CASE › A 52-year-old right-hand-dominant white man arrived at our clinic complaining that he was unable to straighten his right ring finger. He had no associated pain or numbness, and had not injured his hand. The patient had type 2 diabetes that was controlled with metformin. He had no history of surgery or drug allergies, did not smoke, and said he drank 2 to 3 alcoholic beverages per day. He was a car salesman and was self-conscious when shaking hands with customers. On physical examination, we noted that he held his right ring finger at roughly 45 degrees of flexion at the metacarpophalangeal joint; a painless cord-like structure was palpable on the palmar surface of that joint. His left hand had no abnormalities.
If this were your patient, how would you proceed?
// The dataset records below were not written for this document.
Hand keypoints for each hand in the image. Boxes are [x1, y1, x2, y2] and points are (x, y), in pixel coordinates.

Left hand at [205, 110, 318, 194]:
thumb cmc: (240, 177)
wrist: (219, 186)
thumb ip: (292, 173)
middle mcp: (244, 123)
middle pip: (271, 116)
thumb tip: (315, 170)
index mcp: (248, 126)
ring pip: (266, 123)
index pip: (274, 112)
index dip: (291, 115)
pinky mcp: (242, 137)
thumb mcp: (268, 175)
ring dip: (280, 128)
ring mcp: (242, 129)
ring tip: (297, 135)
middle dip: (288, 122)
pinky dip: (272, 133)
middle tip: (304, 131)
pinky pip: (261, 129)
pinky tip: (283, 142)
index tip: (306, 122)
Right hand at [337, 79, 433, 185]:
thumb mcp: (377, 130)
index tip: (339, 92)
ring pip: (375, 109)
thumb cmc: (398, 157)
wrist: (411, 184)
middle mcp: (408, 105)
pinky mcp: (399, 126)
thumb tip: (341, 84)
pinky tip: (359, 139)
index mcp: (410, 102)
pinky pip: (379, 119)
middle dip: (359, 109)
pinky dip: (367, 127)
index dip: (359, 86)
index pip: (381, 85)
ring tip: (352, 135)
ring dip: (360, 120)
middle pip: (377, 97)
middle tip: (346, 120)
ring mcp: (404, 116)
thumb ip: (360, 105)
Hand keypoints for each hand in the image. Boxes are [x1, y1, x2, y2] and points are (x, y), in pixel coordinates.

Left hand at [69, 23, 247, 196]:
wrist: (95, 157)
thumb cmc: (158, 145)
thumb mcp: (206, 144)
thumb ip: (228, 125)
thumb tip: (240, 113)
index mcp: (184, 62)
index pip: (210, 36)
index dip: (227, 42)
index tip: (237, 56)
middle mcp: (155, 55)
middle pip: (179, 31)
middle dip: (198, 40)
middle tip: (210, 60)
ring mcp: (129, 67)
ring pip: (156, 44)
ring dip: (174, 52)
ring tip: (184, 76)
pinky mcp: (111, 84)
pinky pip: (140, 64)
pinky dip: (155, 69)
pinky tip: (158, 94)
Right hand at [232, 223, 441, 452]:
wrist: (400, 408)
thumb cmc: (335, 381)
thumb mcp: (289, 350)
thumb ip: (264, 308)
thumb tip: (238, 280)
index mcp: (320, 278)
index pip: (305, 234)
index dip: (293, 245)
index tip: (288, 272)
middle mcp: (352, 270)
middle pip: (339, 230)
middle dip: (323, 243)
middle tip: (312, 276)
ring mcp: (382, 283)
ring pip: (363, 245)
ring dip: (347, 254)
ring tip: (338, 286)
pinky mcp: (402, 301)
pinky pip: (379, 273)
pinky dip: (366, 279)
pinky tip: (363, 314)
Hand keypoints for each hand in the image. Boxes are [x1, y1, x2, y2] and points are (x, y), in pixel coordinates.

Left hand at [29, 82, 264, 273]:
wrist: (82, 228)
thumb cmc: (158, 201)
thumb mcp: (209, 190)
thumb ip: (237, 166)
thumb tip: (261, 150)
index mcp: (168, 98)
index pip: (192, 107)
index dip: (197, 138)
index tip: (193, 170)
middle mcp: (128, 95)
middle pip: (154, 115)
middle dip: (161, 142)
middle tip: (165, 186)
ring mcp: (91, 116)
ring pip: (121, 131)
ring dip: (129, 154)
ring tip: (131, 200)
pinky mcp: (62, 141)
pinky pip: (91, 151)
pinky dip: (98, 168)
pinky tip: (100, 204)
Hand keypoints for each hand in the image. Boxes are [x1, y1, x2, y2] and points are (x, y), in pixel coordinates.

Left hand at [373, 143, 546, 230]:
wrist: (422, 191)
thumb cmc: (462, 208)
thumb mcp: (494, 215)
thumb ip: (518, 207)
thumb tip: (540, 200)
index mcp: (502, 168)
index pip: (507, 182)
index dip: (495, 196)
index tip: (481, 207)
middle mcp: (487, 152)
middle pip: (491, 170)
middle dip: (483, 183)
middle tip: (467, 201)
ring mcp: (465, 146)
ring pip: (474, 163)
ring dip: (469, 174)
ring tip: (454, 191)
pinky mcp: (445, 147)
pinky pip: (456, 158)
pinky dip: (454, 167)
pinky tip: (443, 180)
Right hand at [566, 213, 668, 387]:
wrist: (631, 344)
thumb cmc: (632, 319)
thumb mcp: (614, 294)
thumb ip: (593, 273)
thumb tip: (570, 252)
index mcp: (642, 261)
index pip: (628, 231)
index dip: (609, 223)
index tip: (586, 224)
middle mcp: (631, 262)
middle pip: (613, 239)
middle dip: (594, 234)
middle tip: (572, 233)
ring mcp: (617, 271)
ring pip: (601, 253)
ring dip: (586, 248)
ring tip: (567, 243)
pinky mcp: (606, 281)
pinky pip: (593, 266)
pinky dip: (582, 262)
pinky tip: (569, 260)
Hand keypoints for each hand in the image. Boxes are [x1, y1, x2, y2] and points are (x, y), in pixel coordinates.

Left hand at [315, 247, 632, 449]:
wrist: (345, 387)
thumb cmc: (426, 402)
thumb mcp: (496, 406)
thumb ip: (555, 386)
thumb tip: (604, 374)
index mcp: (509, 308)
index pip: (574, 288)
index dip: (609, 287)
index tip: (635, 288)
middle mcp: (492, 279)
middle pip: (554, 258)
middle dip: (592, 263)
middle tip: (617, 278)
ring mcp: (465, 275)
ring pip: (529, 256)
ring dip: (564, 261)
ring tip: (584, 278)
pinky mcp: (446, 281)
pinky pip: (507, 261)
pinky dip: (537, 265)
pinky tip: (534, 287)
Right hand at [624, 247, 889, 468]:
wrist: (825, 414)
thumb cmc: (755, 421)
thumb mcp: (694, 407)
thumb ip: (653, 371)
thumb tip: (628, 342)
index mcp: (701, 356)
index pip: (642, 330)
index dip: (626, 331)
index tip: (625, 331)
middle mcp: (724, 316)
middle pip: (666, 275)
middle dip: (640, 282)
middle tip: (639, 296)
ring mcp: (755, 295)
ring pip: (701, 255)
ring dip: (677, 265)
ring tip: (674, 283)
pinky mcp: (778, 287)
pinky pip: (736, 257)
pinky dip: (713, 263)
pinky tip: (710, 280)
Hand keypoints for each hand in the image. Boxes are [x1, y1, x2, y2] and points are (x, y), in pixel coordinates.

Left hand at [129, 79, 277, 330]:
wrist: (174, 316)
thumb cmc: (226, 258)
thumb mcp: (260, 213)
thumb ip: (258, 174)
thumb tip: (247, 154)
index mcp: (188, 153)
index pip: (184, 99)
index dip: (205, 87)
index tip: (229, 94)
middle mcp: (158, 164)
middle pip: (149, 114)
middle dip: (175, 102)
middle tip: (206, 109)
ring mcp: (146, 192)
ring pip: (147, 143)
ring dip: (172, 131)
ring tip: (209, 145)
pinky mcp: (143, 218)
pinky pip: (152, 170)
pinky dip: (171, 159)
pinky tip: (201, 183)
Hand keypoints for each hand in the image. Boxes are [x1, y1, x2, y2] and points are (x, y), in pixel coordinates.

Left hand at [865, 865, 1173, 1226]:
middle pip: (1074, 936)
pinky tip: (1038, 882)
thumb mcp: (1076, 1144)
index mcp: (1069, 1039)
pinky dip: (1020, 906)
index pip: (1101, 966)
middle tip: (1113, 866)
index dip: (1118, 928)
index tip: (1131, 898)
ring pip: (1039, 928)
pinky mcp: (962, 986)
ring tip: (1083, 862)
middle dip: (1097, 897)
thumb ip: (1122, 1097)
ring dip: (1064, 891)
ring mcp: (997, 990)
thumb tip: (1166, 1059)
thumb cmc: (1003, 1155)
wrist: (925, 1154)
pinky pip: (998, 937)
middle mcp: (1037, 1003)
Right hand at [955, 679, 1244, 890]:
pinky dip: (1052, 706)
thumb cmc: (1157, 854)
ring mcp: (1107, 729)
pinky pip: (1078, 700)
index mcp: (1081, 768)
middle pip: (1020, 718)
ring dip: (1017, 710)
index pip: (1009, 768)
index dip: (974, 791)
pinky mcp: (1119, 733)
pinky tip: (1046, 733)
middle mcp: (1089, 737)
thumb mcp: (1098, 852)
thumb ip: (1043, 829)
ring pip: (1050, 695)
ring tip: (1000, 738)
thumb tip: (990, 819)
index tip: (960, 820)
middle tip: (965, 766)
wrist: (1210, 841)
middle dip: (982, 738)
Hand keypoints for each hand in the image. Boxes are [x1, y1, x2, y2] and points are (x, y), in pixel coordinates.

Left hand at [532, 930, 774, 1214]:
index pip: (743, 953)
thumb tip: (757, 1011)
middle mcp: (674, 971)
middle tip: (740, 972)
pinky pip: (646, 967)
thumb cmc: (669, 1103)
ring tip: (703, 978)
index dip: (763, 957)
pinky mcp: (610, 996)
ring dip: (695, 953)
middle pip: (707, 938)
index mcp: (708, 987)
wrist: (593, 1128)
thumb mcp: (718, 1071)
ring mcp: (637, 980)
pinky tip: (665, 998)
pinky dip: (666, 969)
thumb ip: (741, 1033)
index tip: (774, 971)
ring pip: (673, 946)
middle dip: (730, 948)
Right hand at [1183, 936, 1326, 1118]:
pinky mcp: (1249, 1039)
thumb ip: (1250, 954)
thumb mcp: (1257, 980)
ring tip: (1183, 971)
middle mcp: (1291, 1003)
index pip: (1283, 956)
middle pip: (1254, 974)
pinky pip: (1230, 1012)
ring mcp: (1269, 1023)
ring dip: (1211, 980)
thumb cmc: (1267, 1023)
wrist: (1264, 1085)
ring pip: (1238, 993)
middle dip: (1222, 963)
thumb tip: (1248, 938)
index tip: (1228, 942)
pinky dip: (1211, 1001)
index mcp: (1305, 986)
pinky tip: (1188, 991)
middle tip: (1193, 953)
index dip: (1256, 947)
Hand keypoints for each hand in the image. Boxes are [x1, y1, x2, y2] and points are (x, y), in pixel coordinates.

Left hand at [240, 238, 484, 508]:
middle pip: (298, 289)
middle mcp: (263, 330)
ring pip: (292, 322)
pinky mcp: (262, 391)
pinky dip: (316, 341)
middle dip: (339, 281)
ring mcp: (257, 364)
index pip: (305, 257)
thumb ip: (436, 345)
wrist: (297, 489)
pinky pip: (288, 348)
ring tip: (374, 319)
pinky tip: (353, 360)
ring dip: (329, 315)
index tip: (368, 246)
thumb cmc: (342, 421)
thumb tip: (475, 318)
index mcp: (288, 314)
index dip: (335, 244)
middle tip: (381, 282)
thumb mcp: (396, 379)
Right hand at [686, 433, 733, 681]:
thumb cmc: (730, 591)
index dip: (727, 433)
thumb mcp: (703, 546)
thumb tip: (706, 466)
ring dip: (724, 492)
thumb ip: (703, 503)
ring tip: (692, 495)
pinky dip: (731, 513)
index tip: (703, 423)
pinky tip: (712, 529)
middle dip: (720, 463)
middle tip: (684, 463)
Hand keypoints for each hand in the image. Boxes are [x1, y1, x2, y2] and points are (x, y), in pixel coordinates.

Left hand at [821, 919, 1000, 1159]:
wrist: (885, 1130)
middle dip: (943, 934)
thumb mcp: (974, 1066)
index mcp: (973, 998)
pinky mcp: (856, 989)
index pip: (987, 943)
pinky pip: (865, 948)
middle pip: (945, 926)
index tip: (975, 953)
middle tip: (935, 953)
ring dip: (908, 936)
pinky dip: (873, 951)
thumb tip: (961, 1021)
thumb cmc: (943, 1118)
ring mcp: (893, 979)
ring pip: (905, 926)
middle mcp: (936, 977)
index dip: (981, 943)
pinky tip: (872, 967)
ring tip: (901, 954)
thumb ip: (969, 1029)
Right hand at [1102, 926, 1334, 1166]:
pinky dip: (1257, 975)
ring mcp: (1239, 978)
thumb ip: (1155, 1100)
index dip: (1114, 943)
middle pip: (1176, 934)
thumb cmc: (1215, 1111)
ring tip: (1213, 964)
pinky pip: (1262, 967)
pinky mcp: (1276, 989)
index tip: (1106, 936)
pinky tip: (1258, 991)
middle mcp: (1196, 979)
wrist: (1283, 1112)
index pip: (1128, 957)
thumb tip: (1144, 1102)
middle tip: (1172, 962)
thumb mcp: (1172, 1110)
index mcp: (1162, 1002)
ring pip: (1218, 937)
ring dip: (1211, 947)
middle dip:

Dupuytren’s disease (DD) is a disabling fibroproliferative disorder of the hand for which there is no cure. While the exact cause of DD is unknown, it has been linked to a number of risk factors, including smoking, alcohol consumption, and diabetes. It affects about 5% of the US population, and up to 70% of affected individuals may initially seek treatment from a primary care physician.1 The disease is also referred to as Dupuytren’s contracture, which describes the flexion contractures of fingers at the end stage of the disease. Palmar fibromatosis is yet another name for the disorder.
DD refers to a spectrum of presentations ranging from nodules to cords to discernible contractures, and it is not known which patients with early Dupuytren changes will progress to severe contracture. With recognition of early changes, nonsurgical intervention is possible, such as collagenase injection or percutaneous fasciotomy, and can slow the progression of DD, restore function, and avoid or delay surgical intervention. DD is a clinically challenging disorder. Treatment for an affected area may resolve symptoms, only to have them recur in that location or another.
How underlying pathology correlates with clinical findings
DD affects the palmar fascia, a thick triangular-shaped sheet of dense fibrous collagenous connective tissue that lies deep to the dermis and superficial to the flexor tendons of the hand with fibers extending both into the skin and into the deep tissue. The palmar fascia secures the skin during gripping and twisting motions, and it bifurcates into distal extensions, called pretendinous bands, that overlay and mimic the flexor tendons.
Clinical findings reflect the progression of underlying pathology. The earliest manifestation of DD is painless dimpling of the skin on the palmar surface of the hand.2 Over time, the underlying fibrosis with increased collagen deposition can progress, leading to development of nodules and eventually, cords, which are sometimes mistaken for flexor tendons. Dupuytren-like fibrotic tissue can occur on the sole of the foot (Ledderhose disease) and penis (Peyronie’s disease).2,3 In patients with these coexisting conditions, prognosis is generally worse.4 With the hands, bilateral involvement is common, although it is usually more severe in one hand. The ring finger is the digit most frequently involved, followed by the little finger, middle finger, and index finger. The thumb is rarely affected.3
As the disease progresses and cords contract, the metacarpophalangeal (MCP) and proximal interphalangeal (PIP) joints develop flexion contractures. The distal interphalangeal (DIP) joint, rarely involved, instead exhibits a hyperextension contracture. Digital flexion contractures are often disabling, interfering with daily activities such as picking up a glass, shaking hands, or putting one's hand in a pants pocket. Many patients seek medical attention only after a palpable nodule, cord, or flexion contracture becomes apparent (FIGURE 1).
In a study of 326 patients who reported Dupuytren’s symptoms, the most common symptoms that led them to seek treatment were, in descending order, a hard bump (48%), a ropelike growth (12%), dimpling (11%), and finger contractures (10%). Only 9% of patients seeking treatment for hand symptoms associated with DD had received a diagnosis of DD from their initial medical encounter, causing an unnecessary delay in treatment.1
Who is at increased risk for DD?
DD is most often seen in elderly white men of European descent.5 In the United States, the prevalence of the disease is roughly 5%,1 compared with 4% to 39% in northwestern Europe (eg, Iceland).6 The male-to-female ratio of DD ranges from 6:1 to 15:1.7 The prevalence of DD appears to increase with age. The prevalence in men and women is similar up to age 45 years, after which the rate is much greater in males.7
DD is associated with many risk factors including smoking, alcohol consumption, vascular insufficiency, epilepsy, hyperlipidemia, manual labor, occupations with exposure to vibration, hand trauma, and even hand surgery such as carpal tunnel release or trigger finger release.8-11 It is also associated with diabetes; particularly type 1 insulin-dependent diabetes.12 There may also be an association with frozen shoulder.12,13
The need for surgical treatment of DD becomes more likely with a history of cigarette smoking and heavy alcohol consumption. There seems to be an association with epilepsy, most likely from anti-epileptic drugs.14 Rheumatoid arthritis is the only condition that has been associated with a lower incidence of DD, possibly because of the use of anti-inflammatory drugs.15 There are genetic differences between patients with and without DD, although a “Dupuytren’s gene” has not been identified.